Thinking With Machines
I am feeling a sense of accomplishment and relief because I’ve finished writing my new book! It’s called Thinking With Machines, and is coming out this Fall. My near-death experience on April 15 of last year, which I analyze more fully in the book, really lit a fire in me. I’m pleased with how the book turned out and I’ll send you the link when the book is ready to pre-order.
My Most Recent Guest
When you write a book, it’s a feat, but you’re in a different league when a Pulitzer prize winner writes a book about you! My most recent guest on Brave New World was Deogratias Niyizonkiza, known as Deo, who is the subject of Tracy Kidder’s book, Strength in What Remains, a New York Times bestseller. I’ve been a big fan of Tracy Kidder ever since I read his 1981 Pulitzer Prize winner, The Soul of a New Machine. It chronicles the technical and management challenges in designing and implementing a next-generation machine under tremendous time pressure.
I can see why Kidder would write about Deo. It’s quite a story. Deo literally fled for his life from a hospital in Burundi where he was an intern, and arrived in New York practically penniless, not able to speak a word of English, knowing no one, delivered groceries for fifteen dollars a day, and slept in Central Park.
Deo had the good fortune of getting into Columbia University a few years later, but he didn’t study something like Computer Science or Business to get a job. Instead, he chose to study Philosophy “in order to understand what had happened to me” as he put it. He decided to “be the change you want to see,” as Mahatma Gandhi exhorts us all to do. Deo is the founder and CEO of Village Health Works, a grassroots non-profit organization providing compassionate, quality health care to the most vulnerable community members in rural Burundi, East Africa. He is now expanding his vision to the rest of Africa.
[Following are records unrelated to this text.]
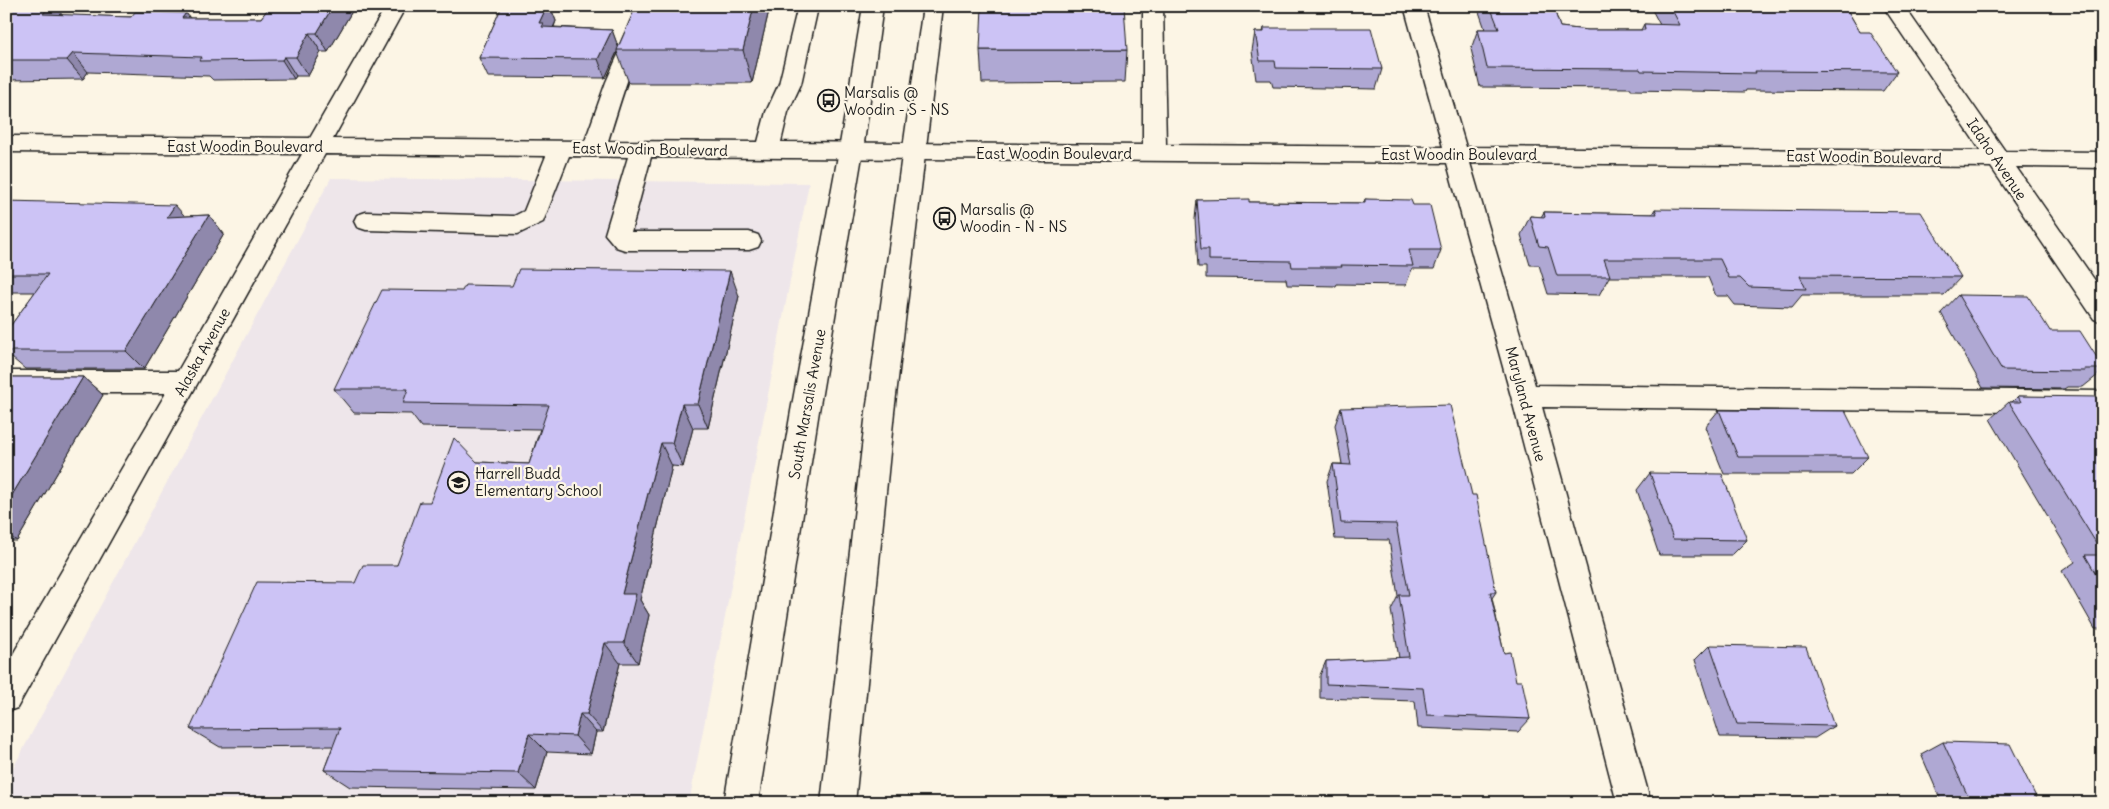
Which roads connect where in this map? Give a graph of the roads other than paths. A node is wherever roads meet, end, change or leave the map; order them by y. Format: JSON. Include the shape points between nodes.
{"nodes":[{"id":1,"x":396,"y":6,"type":"edge"},
{"id":2,"x":664,"y":6,"type":"edge"},
{"id":3,"x":811,"y":6,"type":"edge"},
{"id":4,"x":872,"y":6,"type":"edge"},
{"id":5,"x":933,"y":6,"type":"edge"},
{"id":6,"x":1153,"y":6,"type":"edge"},
{"id":7,"x":1414,"y":6,"type":"edge"},
{"id":8,"x":1893,"y":6,"type":"edge"},
{"id":9,"x":6,"y":144,"type":"edge"},
{"id":10,"x":317,"y":146,"type":"junction"},
{"id":11,"x":561,"y":148,"type":"junction"},
{"id":12,"x":594,"y":148,"type":"junction"},
{"id":13,"x":642,"y":149,"type":"junction"},
{"id":14,"x":768,"y":150,"type":"junction"},
{"id":15,"x":851,"y":150,"type":"junction"},
{"id":16,"x":915,"y":151,"type":"junction"},
{"id":17,"x":1155,"y":153,"type":"junction"},
{"id":18,"x":1455,"y":154,"type":"junction"},
{"id":19,"x":1996,"y":158,"type":"junction"},
{"id":20,"x":2103,"y":160,"type":"edge"},
{"id":21,"x":366,"y":221,"type":"dead end"},
{"id":22,"x":749,"y":241,"type":"dead end"},
{"id":23,"x":2103,"y":312,"type":"edge"},
{"id":24,"x":6,"y":382,"type":"edge"},
{"id":25,"x":186,"y":382,"type":"junction"},
{"id":26,"x":1525,"y":396,"type":"junction"},
{"id":27,"x":2103,"y":402,"type":"edge"},
{"id":28,"x":6,"y":697,"type":"edge"},
{"id":29,"x":741,"y":803,"type":"edge"},
{"id":30,"x":838,"y":803,"type":"edge"},
{"id":31,"x":1634,"y":803,"type":"edge"}],
"edges":[{"from":1,"to":10,"type":"street","name":"Alaska Avenue"},
{"from":2,"to":12,"type":"street","via":[[662,12],[642,23]]},
{"from":3,"to":14,"type":"street","via":[[807,10],[790,84],[777,112]]},
{"from":4,"to":15,"type":"street","name":"South Marsalis Avenue"},
{"from":5,"to":16,"type":"street"},
{"from":6,"to":17,"type":"street"},
{"from":7,"to":18,"type":"street","name":"Maryland Avenue"},
{"from":8,"to":19,"type":"street","name":"Idaho Avenue"},
{"from":9,"to":10,"type":"street","name":"East Woodin Boulevard"},
{"from":10,"to":11,"type":"street","name":"East Woodin Boulevard"},
{"from":10,"to":25,"type":"street","name":"Alaska Avenue"},
{"from":11,"to":12,"type":"street","name":"East Woodin Boulevard"},
{"from":11,"to":21,"type":"street","via":[[534,216],[518,224]]},
{"from":12,"to":13,"type":"street","name":"East Woodin Boulevard"},
{"from":13,"to":14,"type":"street","name":"East Woodin Boulevard"},
{"from":13,"to":22,"type":"street","via":[[617,234],[626,241]]},
{"from":14,"to":15,"type":"street","name":"East Woodin Boulevard"},
{"from":15,"to":16,"type":"street","name":"East Woodin Boulevard"},
{"from":15,"to":29,"type":"street","name":"South Marsalis Avenue"},
{"from":16,"to":17,"type":"street","name":"East Woodin Boulevard"},
{"from":16,"to":30,"type":"street","via":[[881,402]]},
{"from":17,"to":18,"type":"street","name":"East Woodin Boulevard"},
{"from":18,"to":19,"type":"street","name":"East Woodin Boulevard"},
{"from":18,"to":26,"type":"street","name":"Maryland Avenue"},
{"from":19,"to":20,"type":"street","name":"East Woodin Boulevard"},
{"from":19,"to":23,"type":"street","name":"Idaho Avenue"},
{"from":24,"to":25,"type":"street"},
{"from":25,"to":28,"type":"street","name":"Alaska Avenue"},
{"from":26,"to":27,"type":"street"},
{"from":26,"to":31,"type":"street","name":"Maryland Avenue"}]}
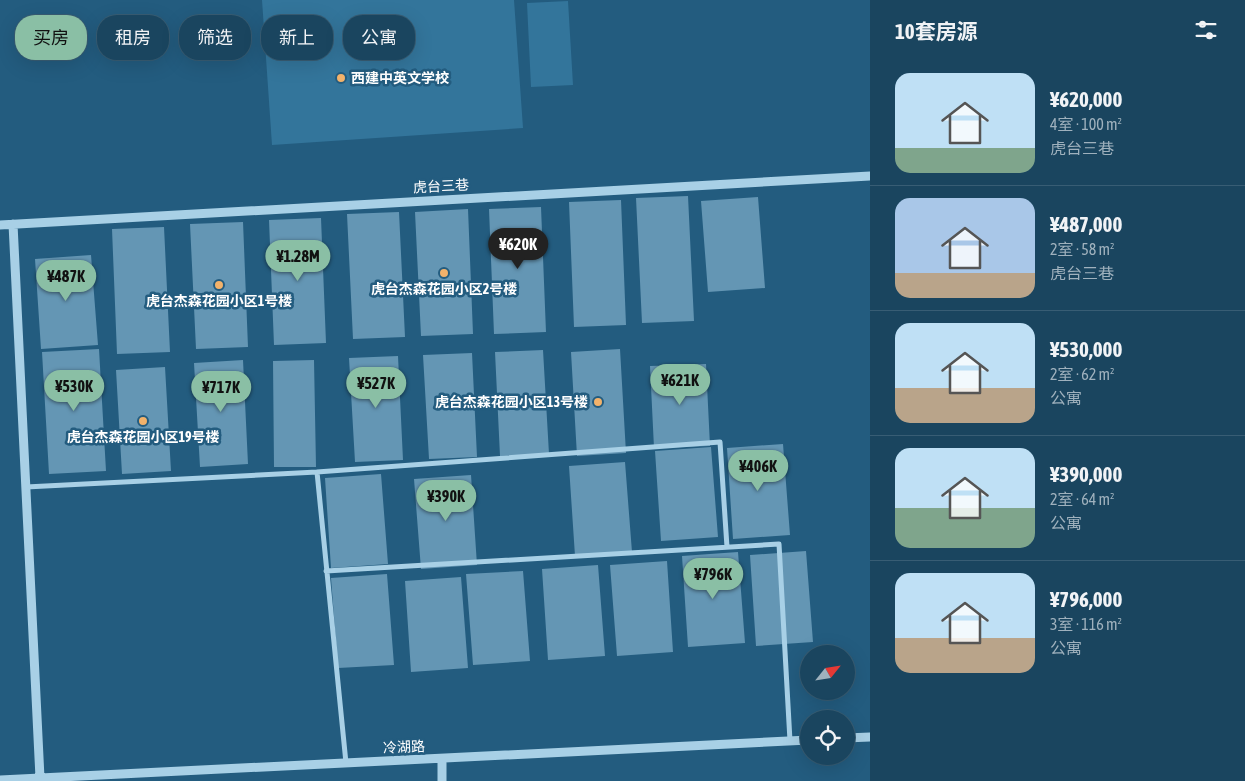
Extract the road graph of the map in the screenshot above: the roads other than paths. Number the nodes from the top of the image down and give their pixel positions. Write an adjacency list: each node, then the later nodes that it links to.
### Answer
1 (870, 176): 2 (street, 虎台三巷)
2 (13, 224): 3 (street, 虎台三巷); 5 (street)
3 (0, 225)
4 (317, 472): 5 (street); 6 (street); 7 (street)
5 (26, 487): 14 (street)
6 (727, 548): 7 (street); 11 (street)
7 (326, 571): 13 (street)
8 (870, 737): 9 (street)
9 (855, 738)
10 (800, 740): 11 (street, 冷湖路)
11 (790, 741): 12 (street, 冷湖路)
12 (442, 759): 13 (street, 冷湖路); 16 (street)
13 (346, 763): 14 (street, 冷湖路)
14 (40, 778): 15 (street, 冷湖路)
15 (0, 780)
16 (442, 781)

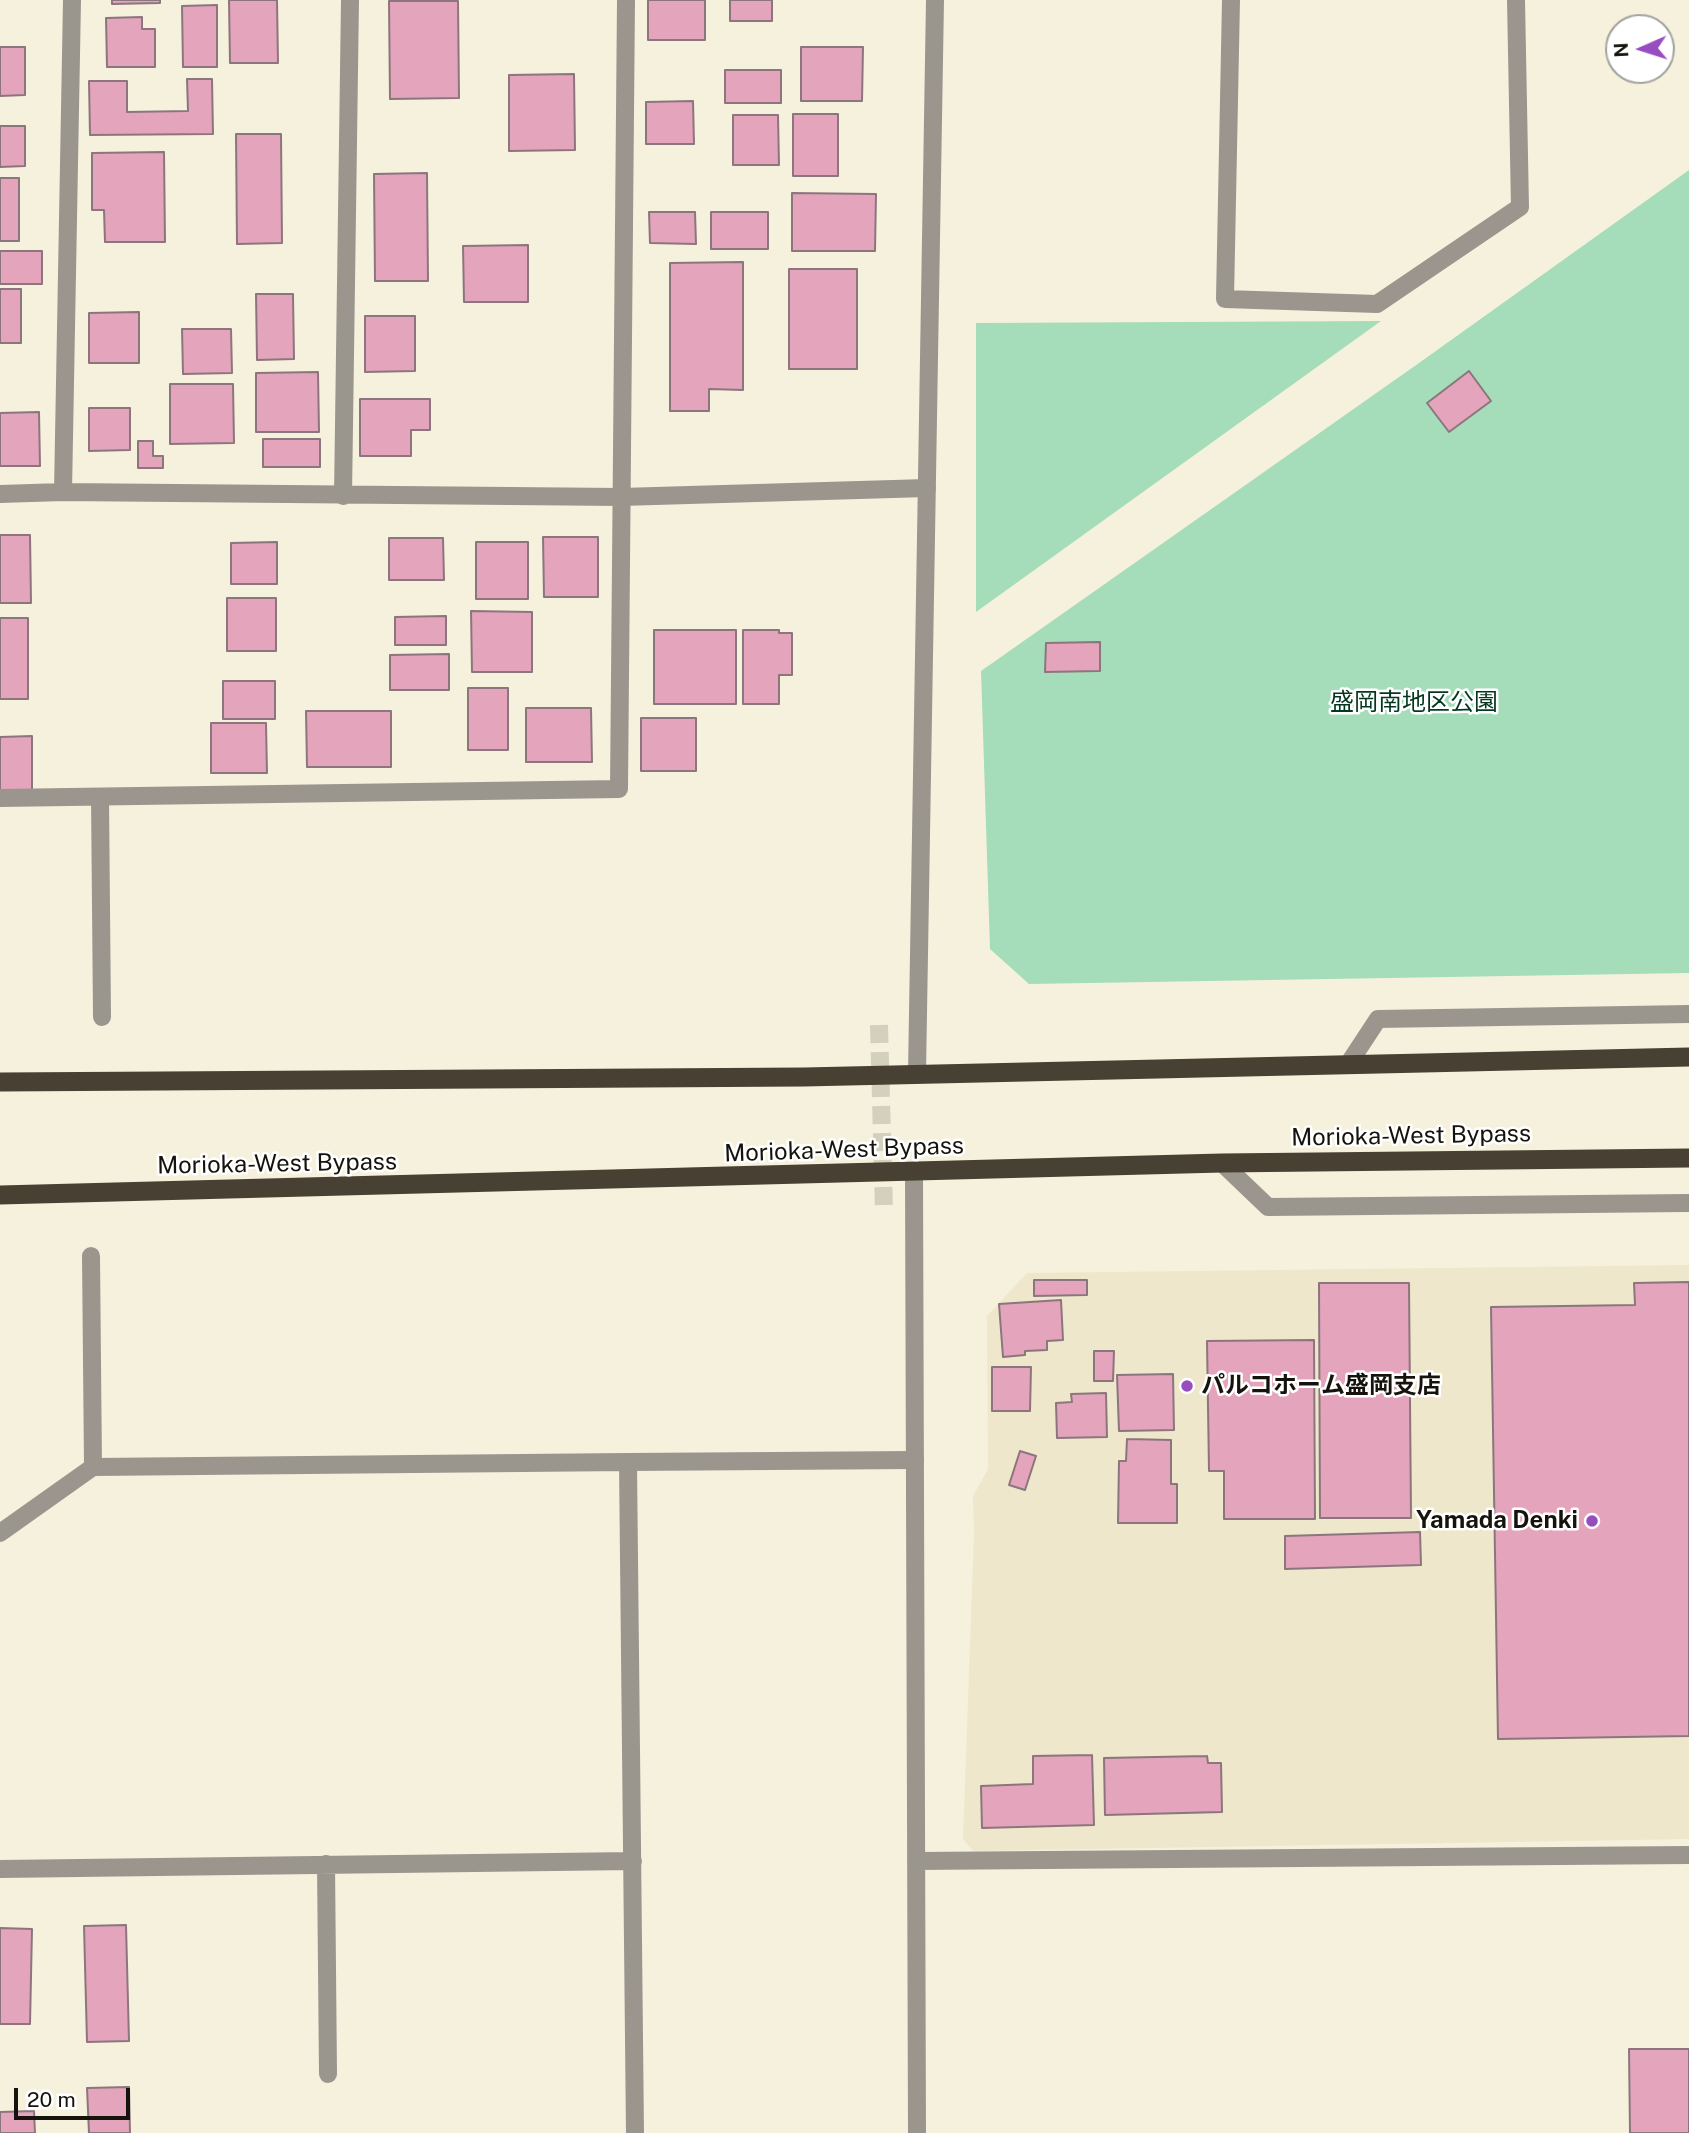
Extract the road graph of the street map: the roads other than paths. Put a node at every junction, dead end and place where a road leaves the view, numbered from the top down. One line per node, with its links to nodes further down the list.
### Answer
1 (72, 0): 8 (street)
2 (351, 0): 10 (street)
3 (626, 0): 11 (street)
4 (935, 0): 7 (street)
5 (1231, 0): 6 (street)
6 (1516, 0)
7 (927, 488): 11 (street); 18 (street)
8 (63, 492): 9 (street); 10 (street)
9 (0, 494)
10 (343, 496): 11 (street)
11 (621, 497): 12 (street)
12 (100, 797): 13 (street); 15 (street)
13 (0, 798)
14 (1689, 1014): 17 (street)
15 (102, 1017)
16 (1689, 1057): 17 (highway)
17 (1349, 1063): 18 (highway)
18 (917, 1073): 19 (highway)
19 (0, 1082)
20 (1689, 1158): 21 (highway, Morioka-West Bypass)
21 (1223, 1163): 22 (highway, Morioka-West Bypass); 24 (street)
22 (914, 1172): 23 (highway, Morioka-West Bypass); 26 (street)
23 (0, 1195)
24 (1689, 1203)
25 (91, 1256): 28 (street)
26 (915, 1460): 27 (street); 32 (street)
27 (628, 1462): 28 (street); 31 (street)
28 (93, 1467): 29 (street)
29 (0, 1533)
30 (1689, 1855): 32 (street)
31 (633, 1861): 33 (street); 36 (street)
32 (916, 1861): 37 (street)
33 (326, 1864): 34 (street); 35 (street)
34 (0, 1869)
35 (328, 2074)
36 (635, 2133)
37 (917, 2133)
Here’s the link to our conversation, so check it out:
And please help by contributing generously to Village Health Works.
Rituals and Truth
I’m not religious, but I celebrate an annual family ritual every summer in Kashmir, rain or shine. The tradition started in 1836, when one of my ancestors found a gigantic stone phallus – a symbol of the Hindu deity Shiva – at the bottom of the Jhelum river that runs through the valley of Kashmir. He decided to build a “Shiva temple,” in which he installed the relic, and ever since, the family congregates at that temple on a specific full moon to honor our ancestors. It’s a very special feeling to know that family members have been coming to that spot every year for almost two hundred years. If only that ancestor could see the wonderful tradition that he started. On a clear day, you can see the majestic snow-capped mountains that surround Kashmir.
I’ve wondered how long the tradition will last. The culture of Kashmir has been decimated by the Islamic urgency that took hold in the 1980s. Kashmir was predominantly Hindu and Buddhist until the 14th century, when Islam became dominant. But Kashmiri Islam had a major Sufi influence, of peaceful coexistence with the minority of “Kashmiri Pandits,” as they are referred to in the Valley. Unfortunately, the Hindu minority were terrorized out of the valley in January of 1990 by religious extremists who set out to bring a more stringent form of Wahabi Islam to Kashmir. Money flowed in from Saudi Arabia to build mosques and religious schools. Cinema halls were shut down and Kashmir became a monoculture and unsafe. The extremists started killing innocent civilians and tourists.
The senseless killing continues. Just a few weeks ago, on April 22, 2025, five armed terrorists killed 25 tourists and a local Muslim pony operator (who tried to wrestle a gun from one of the attackers) near the picturesque village of Pahalgam, where I hiked extensively in my youth. The terrorists ordered the victims to lower their pants to make sure they weren’t killing one of their own before shooting them in front of their wives.
And yet, this time I see a sliver of hope. Previous attacks on tourists didn’t evoke any sympathy for the victims from the local population. But following the Pahalgam massacre, Muslims in Kashmir’s capital city of Srinagar held a vigil protesting the killing. A YouTube video by a Kashmiri Muslim woman, Arshia Malik, who has been speaking out about the harms of the insurgency to Kashmiris for some time, is getting some attention. In an article published almost ten years ago about the repressive control that the hijab represents, she questions whether women who wear the hijab are exercising freedom of choice or capitulating out of fear of retribution. She concludes with this larger observation of how the left-leaning bias of the media in western democracies might be complicit in empowering conservative theology:
I am still unable to understand the desperate desire in the Western democratic Left to appease and coddle the most regressive aspects of the conservative Muslim right.
It made me think about the root cause of the Kashmir problem and its connection to something Deo said during our conversation when I asked him about the cause of the rupture in his country that made him flee for his life. Deo remarked that evil happens in many places in similar ways, typically because of selfish elites who manage to divide and conquer. I would add religious extremists as another dangerous and exploitable element to that list. I sometimes joke that organized religion is like cryptocurrency. They both require the bigger fool.